One Year as an Entrepreneur
One year ago today, I worked my last shift at my former job. I left my grocery store management and internship position to start a social media marketing agency. I have used the platforms for many years for marketing and knew I could sell my learned skills. I am not where I want to be yet. However, a year ago, I didn't have the insight I have now. Maybe these lessons will help some of you budding entrepreneurs in your first year.
1. In business, there is no such thing as being over-prepared.
Preparation and organization show dedication, commitment, and work ethic. To clarify, take action. Reframe the way you see “prepared.” “Perfect” is not prepared, it’s not an achievable metric. Don’t suffer from a perfectionist mentality— waiting to take action certainly won’t help. Show up to meetings with more preparation than others normally would. It’s unlikely for someone to think that you over-prepared.
2. No one cares about your business as much as you do.
Clients, leads, prospects, employees, friends, and family will not care as much as you do. So, care A LOT. Follow up early and often. Never expect anyone to work harder than you on your business. Be relentlessly involved with your business.
3. Talk is cheap.
Lots of people will say they want to hear more but do not have the desire to ever work with you or even need your product/service. Don’t take it personally. Move on, but take note of that type of person.

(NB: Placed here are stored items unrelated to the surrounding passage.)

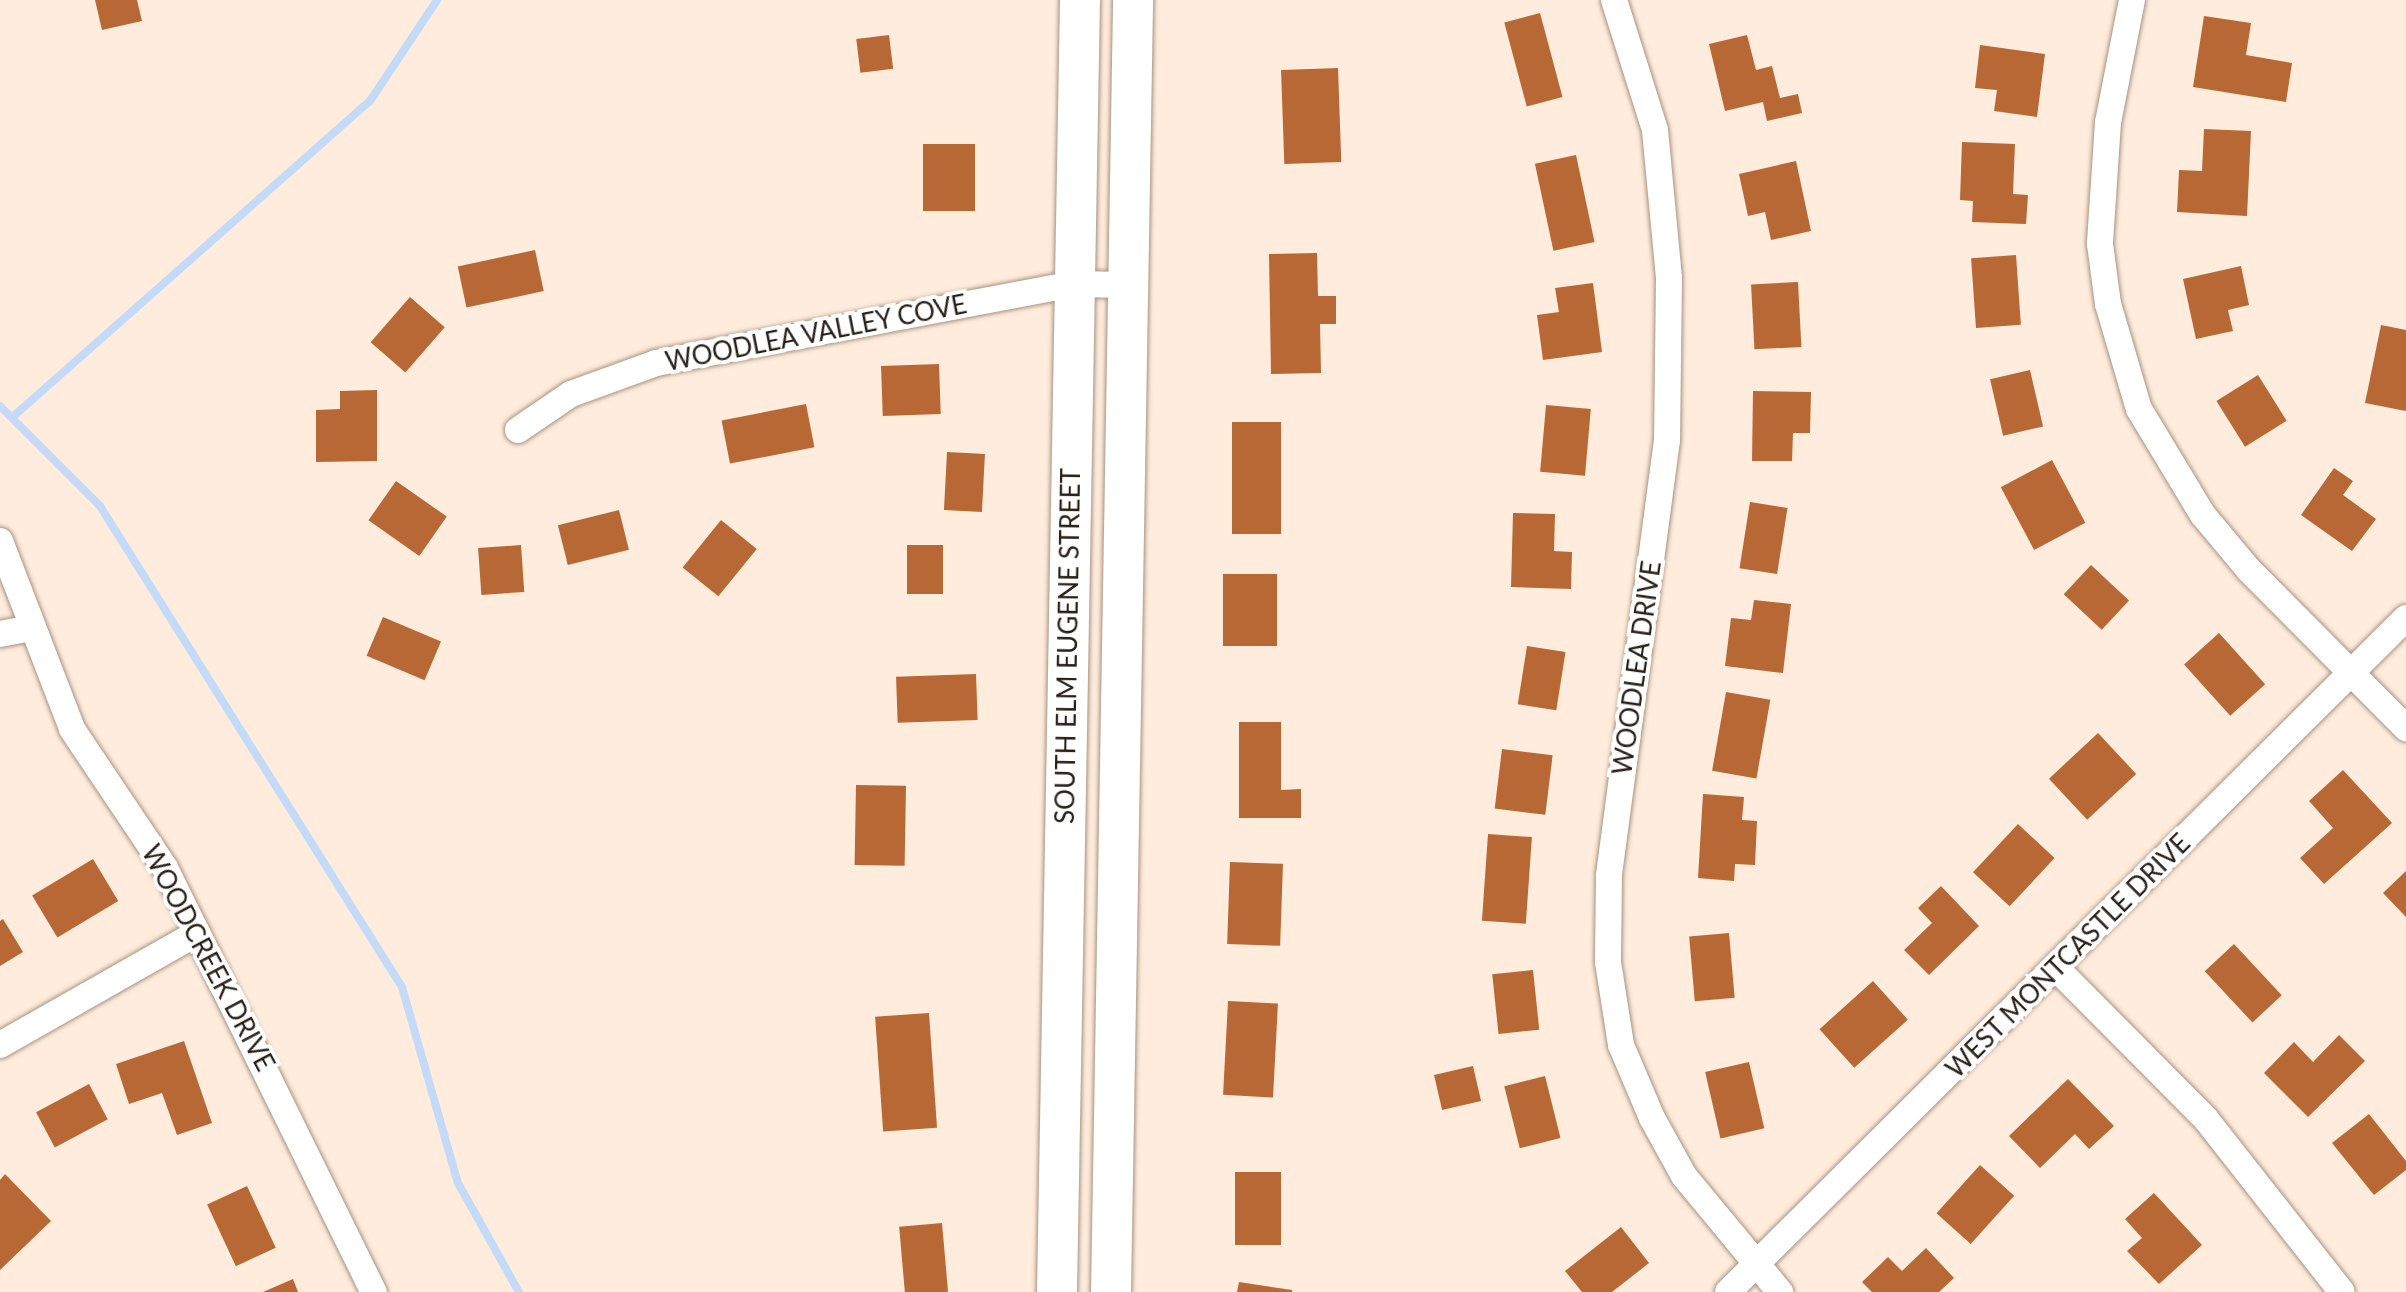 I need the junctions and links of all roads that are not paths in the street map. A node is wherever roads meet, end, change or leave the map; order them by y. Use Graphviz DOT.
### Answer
graph roads {
  1 [pos="1080,0"];
  2 [pos="1133,0"];
  3 [pos="1614,0"];
  4 [pos="2132,0"];
  5 [pos="1074,284"];
  6 [pos="1128,285"];
  7 [pos="518,430"];
  8 [pos="0,541"];
  9 [pos="2406,618"];
  10 [pos="32,628"];
  11 [pos="0,634"];
  12 [pos="2350,673"];
  13 [pos="2406,728"];
  14 [pos="197,933"];
  15 [pos="2057,969"];
  16 [pos="0,1045"];
  17 [pos="1756,1266"];
  18 [pos="374,1292"];
  19 [pos="1057,1292"];
  20 [pos="1111,1292"];
  21 [pos="1728,1292"];
  22 [pos="1780,1292"];
  23 [pos="2342,1292"];
  1 -- 5 [label="main road, SOUTH ELM EUGENE STREET"];
  2 -- 6 [label="main road, SOUTH ELM EUGENE STREET"];
  3 -- 17 [label="street, WOODLEA DRIVE"];
  4 -- 12 [label="street"];
  5 -- 6 [label="street, WOODLEA VALLEY COVE"];
  5 -- 7 [label="street, WOODLEA VALLEY COVE"];
  5 -- 19 [label="main road, SOUTH ELM EUGENE STREET"];
  6 -- 20 [label="main road, SOUTH ELM EUGENE STREET"];
  8 -- 10 [label="street, WOODCREEK DRIVE"];
  9 -- 12 [label="street, WEST MONTCASTLE DRIVE"];
  10 -- 11 [label="street"];
  10 -- 14 [label="street, WOODCREEK DRIVE"];
  12 -- 13 [label="street"];
  12 -- 15 [label="street, WEST MONTCASTLE DRIVE"];
  14 -- 16 [label="street"];
  14 -- 18 [label="street, WOODCREEK DRIVE"];
  15 -- 17 [label="street, WEST MONTCASTLE DRIVE"];
  15 -- 23 [label="street"];
  17 -- 21 [label="street, WEST MONTCASTLE DRIVE"];
  17 -- 22 [label="street, WOODLEA DRIVE"];
}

4. Say things that make you confident.
“Interested,” “just,” and “no problem” are all words I've made an effort to remove from my vocabulary. Speak with confidence. Never joke about your business or goals. If they're serious, don't bring them down. There are plenty of other people who can do that for you.
5. Have very clear goals.
Use numbers and deadlines, then find ways to gamify your goals. Without clear goals you end up exactly where you have headed; someplace you didn’t have the clarity to see. Running 100,000 miles in the wrong direction is far better than standing still. Pick a goal, and stick to it.
6. You don't have to work for your mentors without pay.
A good mentor should want to and have the ability to pay you. Be willing to accept lower pay in exchange for connections and knowledge--but working for free when starting a business isn’t sustainable, try to avoid it.
7. The first week of working with a client matters more than the first 3 months.
Within the first week or so of working with you, a client/customer already knows whether or not they will continue working with you. First impressions do matter. It's the nature of the beast. Get your customers a win as soon as possible.
8. A “No” isn’t a never.
It just means you didn’t articulate the value of your offer well enough. Ask questions to see why they actually don’t want to work with you. Use it to prepare for your other meetings and improve your offer.
9. If you truly believe in your offer, you’re doing a disservice to others by not selling it.
If you can actually help someone, there is no reason you should feel bad or weird about selling. Have confidence in your product. If you don't, stop selling it.
10. If you’re comfortable, you’re not growing.
(In life and in business) Your best experiences will come from running straight into discomfort. You'll learn the most by going for it. So... GO FOR IT!
11. Have contracts in place as soon as possible.
Don’t do handshake deals. Remember, a contract is for both parties and you put contracts in place because you do trust them. You wouldn’t be willing to hold yourself accountable to someone you don’t trust.
12. Put yourself in situations that create luck.
When you put yourself in situations and surround yourself with people who know more than you, make more money than you, and work harder than you, it'll look “lucky” to other people. Luck can be created by showing up every day and putting yourself in the right rooms. Find a way to get your foot in the door.
13. Be willing for it to take time.
Anything worthwhile isn’t going to happen overnight. It takes time. Persistent action, pivoting, and challenging beliefs will help you grow and level up in business. Break down your limiting beliefs. Focus on self-development and discipline. Your business grows when you do. But grow as fast as you can. Fast action day-to-day and long-term patience are key.
Thanks for Reading!
I still have a lot to learn! Before starting my entrepreneurship journey, I heard some of these lessons. However, looking back on the last year, I saw them in action. Maybe a few years from now, I'll look back on these and question how I was even making money. I would love your feedback.